| PROMPT |
Would you copy out the following entries exactly, without any of the pictures?

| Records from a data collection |

"""

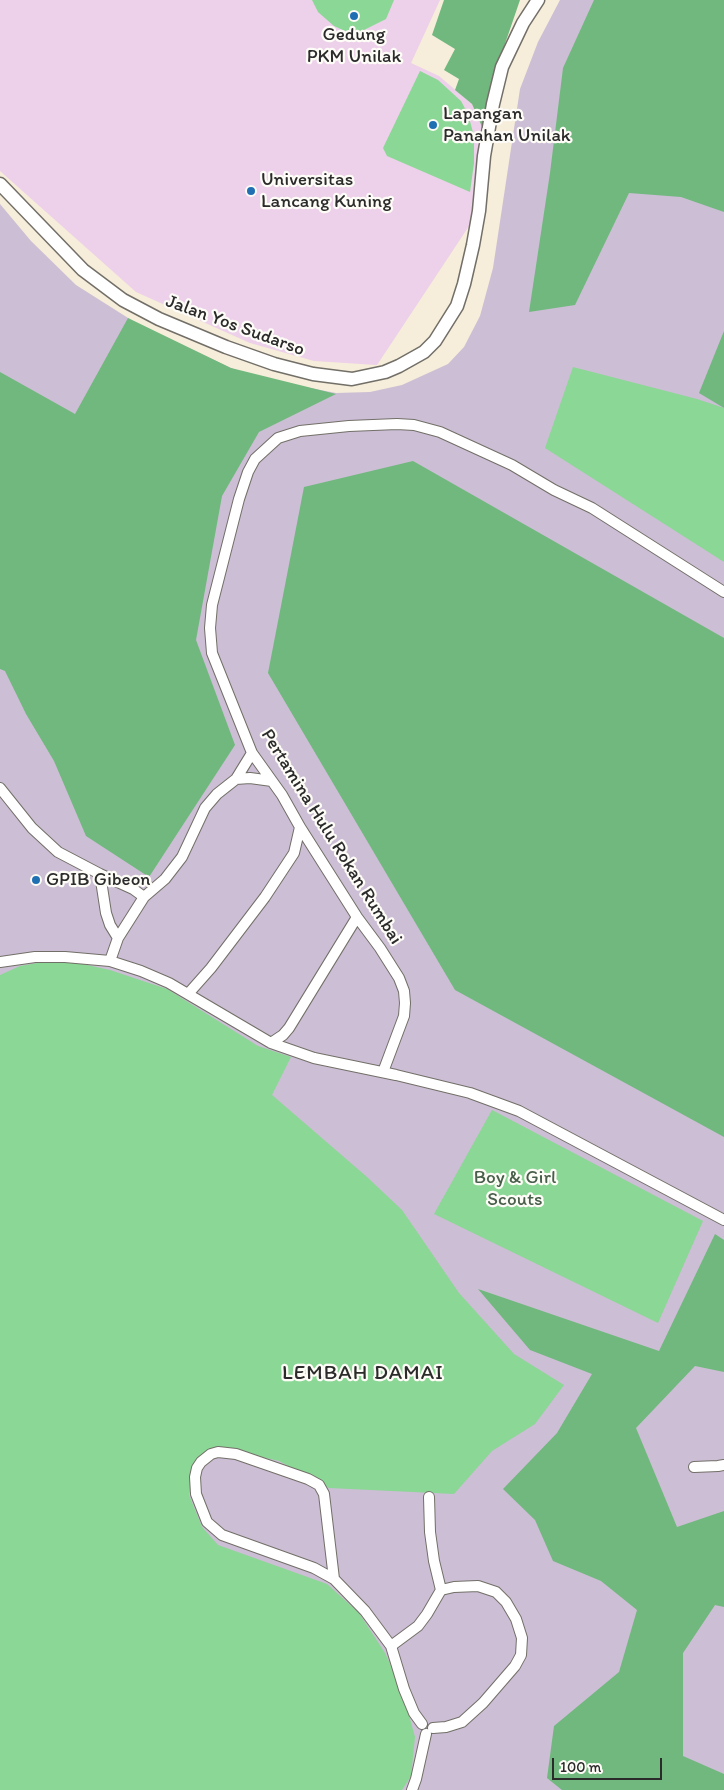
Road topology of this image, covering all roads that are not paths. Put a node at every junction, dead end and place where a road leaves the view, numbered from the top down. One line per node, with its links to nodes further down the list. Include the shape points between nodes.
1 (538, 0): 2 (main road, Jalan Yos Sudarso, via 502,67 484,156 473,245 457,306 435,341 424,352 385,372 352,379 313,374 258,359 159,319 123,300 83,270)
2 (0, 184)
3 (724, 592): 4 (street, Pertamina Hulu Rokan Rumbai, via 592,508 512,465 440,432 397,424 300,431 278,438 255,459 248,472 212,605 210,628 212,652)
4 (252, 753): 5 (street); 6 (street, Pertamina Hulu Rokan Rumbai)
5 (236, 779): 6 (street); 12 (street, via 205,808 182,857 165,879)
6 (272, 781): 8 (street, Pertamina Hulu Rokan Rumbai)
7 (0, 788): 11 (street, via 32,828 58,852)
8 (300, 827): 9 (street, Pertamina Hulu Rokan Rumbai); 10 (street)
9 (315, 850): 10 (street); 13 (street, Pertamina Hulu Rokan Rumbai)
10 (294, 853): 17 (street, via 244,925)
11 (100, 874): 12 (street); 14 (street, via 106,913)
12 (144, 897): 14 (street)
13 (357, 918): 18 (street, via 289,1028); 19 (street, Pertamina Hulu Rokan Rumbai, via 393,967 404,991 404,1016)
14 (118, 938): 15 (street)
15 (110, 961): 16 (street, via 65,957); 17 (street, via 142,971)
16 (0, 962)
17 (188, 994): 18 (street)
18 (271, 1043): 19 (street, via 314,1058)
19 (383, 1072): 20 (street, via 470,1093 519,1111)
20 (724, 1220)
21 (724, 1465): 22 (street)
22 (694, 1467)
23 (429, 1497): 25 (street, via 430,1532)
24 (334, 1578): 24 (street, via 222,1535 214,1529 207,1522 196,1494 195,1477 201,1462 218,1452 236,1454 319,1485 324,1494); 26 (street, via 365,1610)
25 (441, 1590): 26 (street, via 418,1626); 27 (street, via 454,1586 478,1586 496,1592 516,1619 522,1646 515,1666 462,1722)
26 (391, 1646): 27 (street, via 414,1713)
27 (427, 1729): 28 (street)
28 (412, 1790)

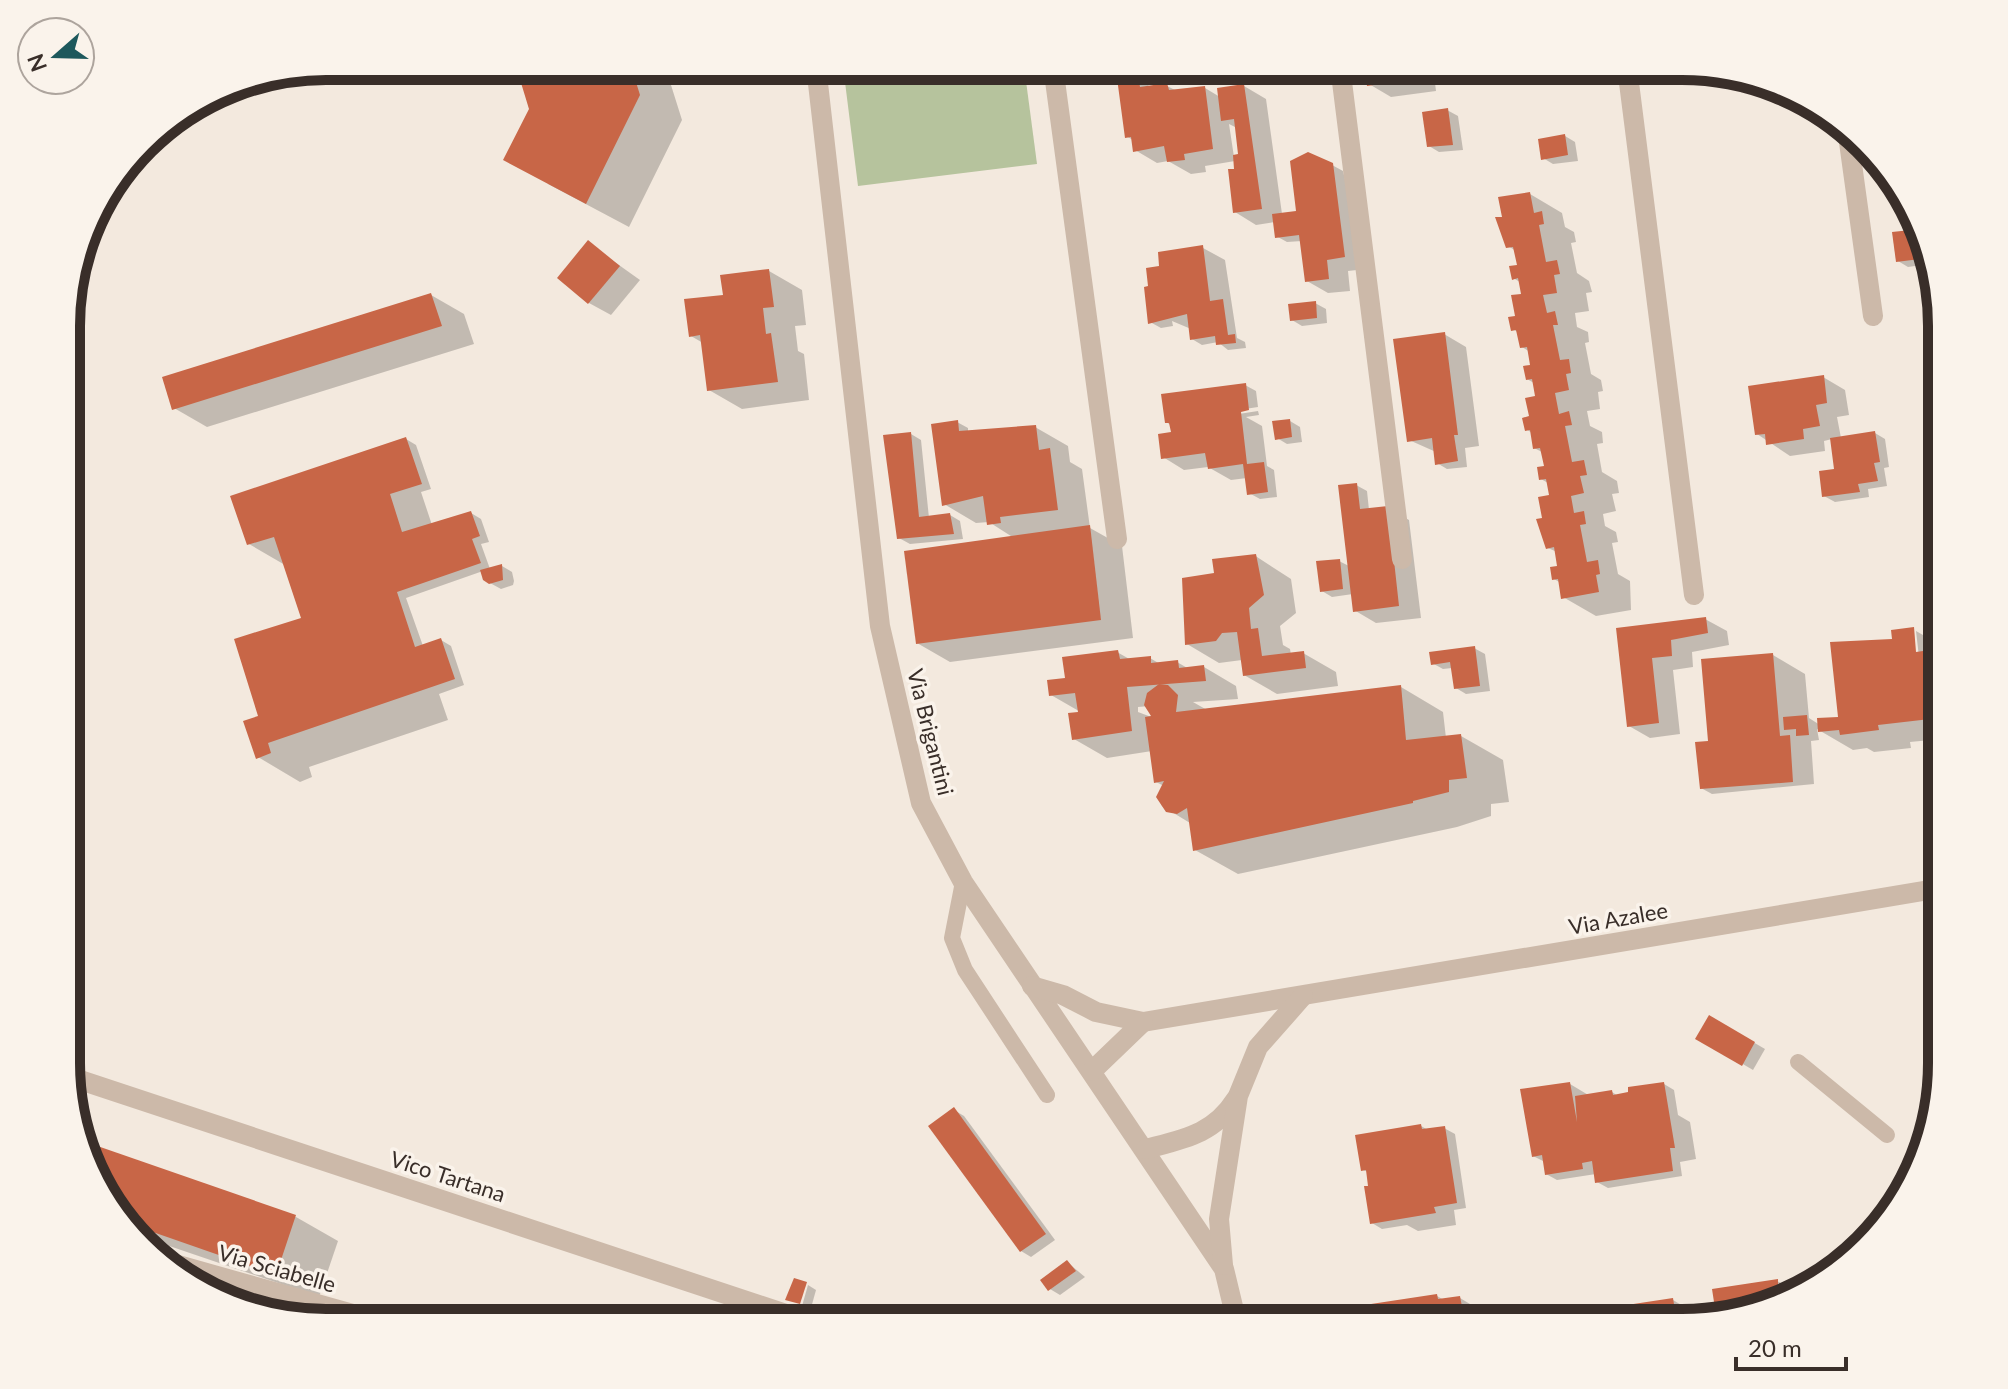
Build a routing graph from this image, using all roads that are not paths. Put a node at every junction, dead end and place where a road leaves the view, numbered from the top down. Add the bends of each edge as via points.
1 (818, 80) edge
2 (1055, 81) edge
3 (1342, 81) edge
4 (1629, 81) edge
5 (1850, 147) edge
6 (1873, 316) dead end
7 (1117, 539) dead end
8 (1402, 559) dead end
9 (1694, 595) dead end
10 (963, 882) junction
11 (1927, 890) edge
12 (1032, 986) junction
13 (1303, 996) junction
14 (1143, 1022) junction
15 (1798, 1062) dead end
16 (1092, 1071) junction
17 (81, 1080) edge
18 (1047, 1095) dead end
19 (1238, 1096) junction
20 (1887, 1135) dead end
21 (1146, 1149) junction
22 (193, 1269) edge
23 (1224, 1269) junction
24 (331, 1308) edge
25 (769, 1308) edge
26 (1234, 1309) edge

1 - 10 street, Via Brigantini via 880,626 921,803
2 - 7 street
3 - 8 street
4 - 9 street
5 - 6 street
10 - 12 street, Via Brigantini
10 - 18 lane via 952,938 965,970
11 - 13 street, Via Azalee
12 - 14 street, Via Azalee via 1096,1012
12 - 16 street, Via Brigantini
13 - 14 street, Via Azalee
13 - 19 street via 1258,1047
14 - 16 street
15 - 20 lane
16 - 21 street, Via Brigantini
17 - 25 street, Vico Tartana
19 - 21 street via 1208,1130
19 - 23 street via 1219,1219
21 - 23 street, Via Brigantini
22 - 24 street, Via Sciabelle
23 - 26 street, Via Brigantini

"""

| ANSWER TO THE PROBLEM |
Road topology of this image, covering all roads that are not paths. Put a node at every junction, dead end and place where a road leaves the view, numbered from the top down. One line per node, with its links to nodes further down the list. Include the shape points between nodes.
1 (538, 0): 2 (main road, Jalan Yos Sudarso, via 502,67 484,156 473,245 457,306 435,341 424,352 385,372 352,379 313,374 258,359 159,319 123,300 83,270)
2 (0, 184)
3 (724, 592): 4 (street, Pertamina Hulu Rokan Rumbai, via 592,508 512,465 440,432 397,424 300,431 278,438 255,459 248,472 212,605 210,628 212,652)
4 (252, 753): 5 (street); 6 (street, Pertamina Hulu Rokan Rumbai)
5 (236, 779): 6 (street); 12 (street, via 205,808 182,857 165,879)
6 (272, 781): 8 (street, Pertamina Hulu Rokan Rumbai)
7 (0, 788): 11 (street, via 32,828 58,852)
8 (300, 827): 9 (street, Pertamina Hulu Rokan Rumbai); 10 (street)
9 (315, 850): 10 (street); 13 (street, Pertamina Hulu Rokan Rumbai)
10 (294, 853): 17 (street, via 244,925)
11 (100, 874): 12 (street); 14 (street, via 106,913)
12 (144, 897): 14 (street)
13 (357, 918): 18 (street, via 289,1028); 19 (street, Pertamina Hulu Rokan Rumbai, via 393,967 404,991 404,1016)
14 (118, 938): 15 (street)
15 (110, 961): 16 (street, via 65,957); 17 (street, via 142,971)
16 (0, 962)
17 (188, 994): 18 (street)
18 (271, 1043): 19 (street, via 314,1058)
19 (383, 1072): 20 (street, via 470,1093 519,1111)
20 (724, 1220)
21 (724, 1465): 22 (street)
22 (694, 1467)
23 (429, 1497): 25 (street, via 430,1532)
24 (334, 1578): 24 (street, via 222,1535 214,1529 207,1522 196,1494 195,1477 201,1462 218,1452 236,1454 319,1485 324,1494); 26 (street, via 365,1610)
25 (441, 1590): 26 (street, via 418,1626); 27 (street, via 454,1586 478,1586 496,1592 516,1619 522,1646 515,1666 462,1722)
26 (391, 1646): 27 (street, via 414,1713)
27 (427, 1729): 28 (street)
28 (412, 1790)

Build a routing graph from this image, using all roads that are not paths. Put a node at every junction, dead end and place where a road leaves the view, numbered from the top down. Add the bends of each edge as via points.
1 (818, 80) edge
2 (1055, 81) edge
3 (1342, 81) edge
4 (1629, 81) edge
5 (1850, 147) edge
6 (1873, 316) dead end
7 (1117, 539) dead end
8 (1402, 559) dead end
9 (1694, 595) dead end
10 (963, 882) junction
11 (1927, 890) edge
12 (1032, 986) junction
13 (1303, 996) junction
14 (1143, 1022) junction
15 (1798, 1062) dead end
16 (1092, 1071) junction
17 (81, 1080) edge
18 (1047, 1095) dead end
19 (1238, 1096) junction
20 (1887, 1135) dead end
21 (1146, 1149) junction
22 (193, 1269) edge
23 (1224, 1269) junction
24 (331, 1308) edge
25 (769, 1308) edge
26 (1234, 1309) edge

1 - 10 street, Via Brigantini via 880,626 921,803
2 - 7 street
3 - 8 street
4 - 9 street
5 - 6 street
10 - 12 street, Via Brigantini
10 - 18 lane via 952,938 965,970
11 - 13 street, Via Azalee
12 - 14 street, Via Azalee via 1096,1012
12 - 16 street, Via Brigantini
13 - 14 street, Via Azalee
13 - 19 street via 1258,1047
14 - 16 street
15 - 20 lane
16 - 21 street, Via Brigantini
17 - 25 street, Vico Tartana
19 - 21 street via 1208,1130
19 - 23 street via 1219,1219
21 - 23 street, Via Brigantini
22 - 24 street, Via Sciabelle
23 - 26 street, Via Brigantini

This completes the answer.